I do not want my guests to continue running if they are configured to
depend on Qemu entropy and it's not available.
Realistically though, causes of EGD dissapearing...
1) the daemon dies
2) the daemon is replaced
in the case of 1) then potentially the host, and *every single* guest
will run out of entropy. You only need one flashing red light, and the
host can tell you that as well as any of the guests.
Entropy starvation doesnt usually lead to the catastrophic failure you
describe - 99.9999% of linux machines have no entropy source configured
and they get along just fine - even with process address space
randomisation enabled.
In the case of 2) then the downtime is so short that a warning would be
inappropriate, and the sysadmin would be *right there* anyway.

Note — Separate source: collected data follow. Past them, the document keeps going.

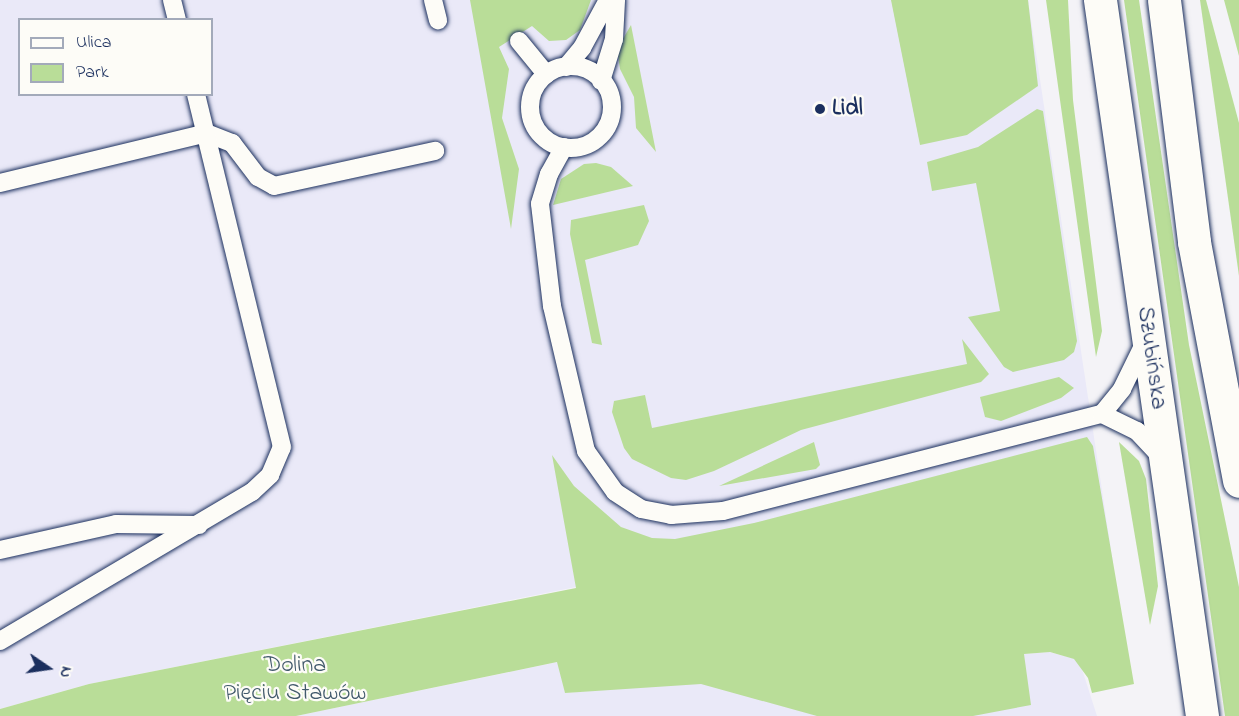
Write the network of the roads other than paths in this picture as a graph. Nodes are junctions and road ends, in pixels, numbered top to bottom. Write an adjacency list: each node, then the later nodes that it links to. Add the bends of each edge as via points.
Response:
1 (172, 0): 7 (lane)
2 (434, 0): 8 (lane)
3 (608, 0): 10 (lane, via 582,48)
4 (616, 0): 12 (lane, via 614,39)
5 (1100, 0): 18 (main road, Szubińska)
6 (1164, 0): 21 (main road, via 1194,242)
7 (176, 18)
8 (438, 20)
9 (519, 41): 11 (lane)
10 (566, 67): 11 (lane); 12 (lane, via 585,68)
11 (546, 74): 15 (lane, via 537,85 530,111 541,135)
12 (602, 81): 15 (lane, via 611,99 608,124 590,143)
13 (196, 96): 14 (lane)
14 (206, 134): 16 (lane, via 232,143 258,177 274,186); 17 (lane); 22 (lane, via 282,447 270,476)
15 (564, 147): 19 (lane, via 549,174 540,204 552,306 586,451 600,476 615,492 642,509 671,515 723,511)
16 (435, 151)
17 (0, 183)
18 (1148, 334): 19 (lane, via 1122,389); 20 (main road, Szubińska)
19 (1102, 414): 20 (lane, via 1137,431)
20 (1167, 464): 25 (main road, Szubińska)
21 (1239, 481)
22 (201, 525): 23 (lane, via 116,524); 24 (lane)
23 (0, 550)
24 (0, 641)
25 (1202, 716)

Or are you suggesting that we create another type of chardev, thats
nearly like a socket, but speaks egd and can reconnect? That seems
hideous to me.
Why hideous?
Because automatic reconection should not apply to only one type of
socket, but all. Why deliberately cripple a feature and make it specific
when one does not have to?
An egd chardev is a good thing because you can then trivially
use it as a random byte source for virtio-serial, isa-serial,
pci-serial, custom-soc-serial, debug-port even :-), and anything
else which might want random bytes as Gerd said.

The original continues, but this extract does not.